What to work on
Count the lines in the data below that include the word "Барыкіна", then state the total and nothing besides.

++++ Input records

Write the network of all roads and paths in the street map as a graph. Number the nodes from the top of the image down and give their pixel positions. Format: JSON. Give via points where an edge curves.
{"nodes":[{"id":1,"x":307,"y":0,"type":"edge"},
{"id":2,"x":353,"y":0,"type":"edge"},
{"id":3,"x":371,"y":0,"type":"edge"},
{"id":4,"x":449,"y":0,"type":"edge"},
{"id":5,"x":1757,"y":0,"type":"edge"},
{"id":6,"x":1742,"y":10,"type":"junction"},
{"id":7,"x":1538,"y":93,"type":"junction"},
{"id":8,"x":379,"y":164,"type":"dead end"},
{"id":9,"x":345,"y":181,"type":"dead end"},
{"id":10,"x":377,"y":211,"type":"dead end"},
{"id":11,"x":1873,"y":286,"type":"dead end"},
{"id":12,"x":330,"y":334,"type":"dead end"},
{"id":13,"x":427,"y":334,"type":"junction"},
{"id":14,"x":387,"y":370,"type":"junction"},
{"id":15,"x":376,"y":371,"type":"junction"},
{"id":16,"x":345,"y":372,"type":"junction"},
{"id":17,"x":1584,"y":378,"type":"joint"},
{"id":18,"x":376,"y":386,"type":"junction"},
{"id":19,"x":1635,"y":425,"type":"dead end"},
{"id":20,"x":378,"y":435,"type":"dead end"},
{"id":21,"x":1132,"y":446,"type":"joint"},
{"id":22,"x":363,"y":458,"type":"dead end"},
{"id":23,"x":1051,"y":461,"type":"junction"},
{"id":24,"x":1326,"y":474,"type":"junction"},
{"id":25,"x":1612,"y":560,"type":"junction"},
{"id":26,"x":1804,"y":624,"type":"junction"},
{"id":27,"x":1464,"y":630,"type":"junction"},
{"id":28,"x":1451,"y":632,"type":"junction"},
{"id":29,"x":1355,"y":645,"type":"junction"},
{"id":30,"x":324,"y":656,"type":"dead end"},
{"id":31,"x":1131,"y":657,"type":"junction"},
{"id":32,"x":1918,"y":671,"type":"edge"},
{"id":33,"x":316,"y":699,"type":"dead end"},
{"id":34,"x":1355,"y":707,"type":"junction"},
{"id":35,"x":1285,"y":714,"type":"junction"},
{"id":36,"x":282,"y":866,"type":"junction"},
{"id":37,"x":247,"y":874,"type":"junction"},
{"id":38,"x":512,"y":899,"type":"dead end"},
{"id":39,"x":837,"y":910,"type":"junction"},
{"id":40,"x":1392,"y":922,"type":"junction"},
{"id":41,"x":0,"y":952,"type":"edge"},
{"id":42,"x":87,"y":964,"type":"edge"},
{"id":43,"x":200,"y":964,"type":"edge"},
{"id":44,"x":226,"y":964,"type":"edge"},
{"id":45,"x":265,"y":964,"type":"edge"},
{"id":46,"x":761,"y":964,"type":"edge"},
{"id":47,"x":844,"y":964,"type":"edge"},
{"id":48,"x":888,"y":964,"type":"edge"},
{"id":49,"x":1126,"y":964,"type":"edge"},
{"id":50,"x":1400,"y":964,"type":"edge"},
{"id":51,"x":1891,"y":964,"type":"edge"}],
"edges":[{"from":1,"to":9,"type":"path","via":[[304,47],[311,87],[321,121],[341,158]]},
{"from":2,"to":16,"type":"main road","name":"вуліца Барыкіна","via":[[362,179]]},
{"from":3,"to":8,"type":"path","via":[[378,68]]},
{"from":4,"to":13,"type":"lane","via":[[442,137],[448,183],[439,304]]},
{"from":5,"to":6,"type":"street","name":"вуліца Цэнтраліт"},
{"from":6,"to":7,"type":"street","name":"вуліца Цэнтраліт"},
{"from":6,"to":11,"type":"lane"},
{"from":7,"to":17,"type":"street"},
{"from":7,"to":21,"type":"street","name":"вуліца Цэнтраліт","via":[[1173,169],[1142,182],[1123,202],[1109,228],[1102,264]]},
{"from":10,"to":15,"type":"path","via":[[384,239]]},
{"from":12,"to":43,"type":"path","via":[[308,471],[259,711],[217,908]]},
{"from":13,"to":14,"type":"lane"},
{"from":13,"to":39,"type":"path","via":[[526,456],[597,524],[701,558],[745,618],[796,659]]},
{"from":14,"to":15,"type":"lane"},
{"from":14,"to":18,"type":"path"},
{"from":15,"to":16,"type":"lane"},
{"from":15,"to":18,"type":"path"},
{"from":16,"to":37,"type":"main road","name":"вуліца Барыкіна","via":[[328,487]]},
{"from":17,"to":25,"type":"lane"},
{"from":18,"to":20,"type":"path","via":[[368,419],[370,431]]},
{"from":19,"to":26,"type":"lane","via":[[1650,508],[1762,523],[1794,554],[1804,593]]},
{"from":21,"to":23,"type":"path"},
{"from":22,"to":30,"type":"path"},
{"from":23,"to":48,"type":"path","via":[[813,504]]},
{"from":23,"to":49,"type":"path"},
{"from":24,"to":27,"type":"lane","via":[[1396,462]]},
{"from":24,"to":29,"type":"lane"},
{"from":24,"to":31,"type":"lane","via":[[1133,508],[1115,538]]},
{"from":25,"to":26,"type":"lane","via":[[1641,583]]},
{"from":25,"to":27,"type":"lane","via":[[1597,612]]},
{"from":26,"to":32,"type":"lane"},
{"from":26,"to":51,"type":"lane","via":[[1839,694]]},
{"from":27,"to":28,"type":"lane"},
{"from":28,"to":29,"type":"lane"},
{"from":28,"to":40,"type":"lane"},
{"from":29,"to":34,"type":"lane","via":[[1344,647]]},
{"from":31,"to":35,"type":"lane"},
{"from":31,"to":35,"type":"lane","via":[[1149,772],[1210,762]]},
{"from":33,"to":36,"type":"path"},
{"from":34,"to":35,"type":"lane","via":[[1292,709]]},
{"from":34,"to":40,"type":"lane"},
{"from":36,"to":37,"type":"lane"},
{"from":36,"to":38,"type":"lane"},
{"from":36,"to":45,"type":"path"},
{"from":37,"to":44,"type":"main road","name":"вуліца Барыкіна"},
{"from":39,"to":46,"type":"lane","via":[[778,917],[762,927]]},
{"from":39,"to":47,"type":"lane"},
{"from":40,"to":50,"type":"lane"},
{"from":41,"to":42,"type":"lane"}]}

++++++++

Result
3